- Directed by: Paul Terry
- Produced by: J.R. Bray
- Color process: Black and white
- Distributed by: J. R. Bray Famous Players–Lasky
- Release date: October 9, 1916;
- Running time: 6:04
- Language: English

= Farmer Al Falfa Sees New York =

Farmer Al Falfa Sees New York, also called Farmer Al Falfa in New York, is a 1916 silent short animated film produced by Bray Productions, featuring Farmer Al Falfa. The film is part of the early series to feature the character. The series itself began after a successful pilot film was released a year previously.

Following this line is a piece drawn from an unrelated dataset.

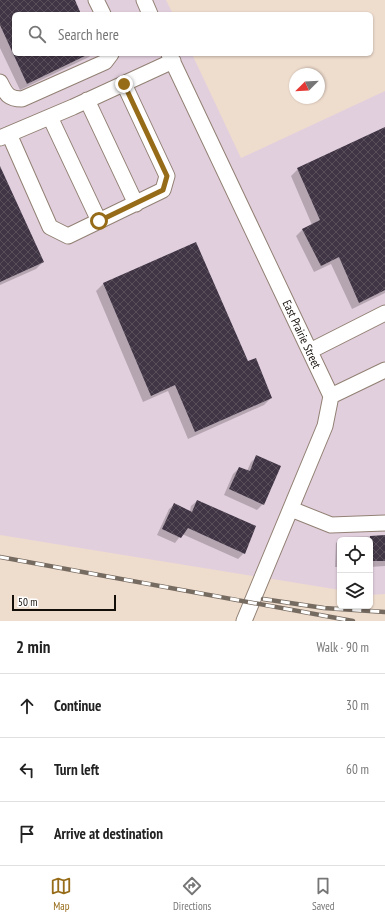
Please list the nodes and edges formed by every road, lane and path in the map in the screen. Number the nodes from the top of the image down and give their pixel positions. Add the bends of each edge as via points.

The film features Farmer Al Falfa getting involved in a high-stakes poker game, where the other players are trying to cheat.

==Plot==
Farmer Al Falfa arrives in New York City by taxi. Yards away, a man with binoculars on a rooftop looks for visitors to rob until setting sights on Al. The man phone calls a femme fatale woman and tells her to meet him. The woman finds and invites Al to come with her to a night club.

At the night club, Al and the woman drink some wine. After consuming two glasses, he becomes intoxicated and collapses. While Al is flat on the floor, the woman heads to his bag, and takes some valuables before running off. Coming out of the bag is Al's dog which barks to wake up its master.

Just after exiting the night club, Al, who still has hangover, decides to lay his back on a lightpost. Momentarily, a hefty man comes and greets him. Figuring he has much cash, the hefty man invites and takes Al to the latter's buddies.

Al meets the hefty man's three friends at a poker room who then entice him to a high-stakes poker game. Over the course of the play, Al's stacks of chips become smaller and smaller. One of the poker players then employ an illegal strategy of secretly trying to pass cards to another player. Al, who is suspicious of the game, opens his bag and releases his dog which snatches and brings the cards to him. Al then comes up with a winning combination that garners him all the chips on the table, much to the other players' surprise. The dog then puts out the light, and a brawl erupts. Fortunately for him, Al is able to escape with his winnings.

Riding on a train in style, Al leaves New York City a wealthy man.